It is interesting to me to notice how often people say things about me and themselves that are not true. While what I guess you could call reminiscing with an ex-girlfriend about our time together many many years ago she said something about how she remembered what a fabulous cook I was, and how creative I was in the kitchen. I have never demonstrated any kind of kitchen skills with much of any woman I’ve ever been with. That’s not because I’m chauvinist, it’s because I don’t do those things very well and because DINNER MATTERS. Me attempting to be a chef all of a sudden sounds riskier than just hitting GrubHub.
But there she was, reminiscing about things that never happened. Did either of us even have a kitchen? I don’t think we did. (UPDATE: April 15 2018: I have no idea what that last sentence means.)

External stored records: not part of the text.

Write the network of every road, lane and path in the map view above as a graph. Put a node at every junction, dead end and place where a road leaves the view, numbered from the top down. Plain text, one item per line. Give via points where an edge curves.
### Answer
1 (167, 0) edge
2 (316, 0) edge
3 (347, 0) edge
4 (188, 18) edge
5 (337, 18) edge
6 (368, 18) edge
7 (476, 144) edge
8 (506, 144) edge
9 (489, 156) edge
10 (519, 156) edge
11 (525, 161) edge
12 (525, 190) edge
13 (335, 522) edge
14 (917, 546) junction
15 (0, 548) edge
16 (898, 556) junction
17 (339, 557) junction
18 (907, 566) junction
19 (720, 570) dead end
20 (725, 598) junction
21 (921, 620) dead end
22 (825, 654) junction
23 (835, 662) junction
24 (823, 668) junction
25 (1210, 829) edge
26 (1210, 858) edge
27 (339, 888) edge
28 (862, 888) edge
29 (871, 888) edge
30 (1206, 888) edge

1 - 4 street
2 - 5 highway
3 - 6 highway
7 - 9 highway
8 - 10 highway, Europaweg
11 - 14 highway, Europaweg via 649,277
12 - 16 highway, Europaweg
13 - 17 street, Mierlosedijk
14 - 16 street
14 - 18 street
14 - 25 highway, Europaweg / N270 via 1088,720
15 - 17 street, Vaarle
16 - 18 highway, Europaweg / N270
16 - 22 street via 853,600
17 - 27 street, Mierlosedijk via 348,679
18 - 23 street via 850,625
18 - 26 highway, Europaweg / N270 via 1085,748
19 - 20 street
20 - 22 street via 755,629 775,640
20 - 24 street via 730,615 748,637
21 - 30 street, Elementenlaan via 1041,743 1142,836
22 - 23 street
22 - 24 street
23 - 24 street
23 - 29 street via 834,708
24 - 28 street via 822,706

In another instance someone asked me if the room was too cold, or too hot. The room seemed room temperature to me, and thus I had no opinion about it. To this she responded that she remembered how I am more accepting of cold temperatures than most people. I don’t remember ever telling her any such thing, nor could I remember ever having reason to communicate one way or the other about whether I had feelings about cold versus warm rooms. But she stated it as fact, that I was some kind of polar bear.
I guess we all do these things, for good or bad, or for no impact whatsoever. It’s not quite fantasy, is it, for someone to say I was some kind of ace in the kitchen with a woman I respect but who I barely remember being with over a decade ago.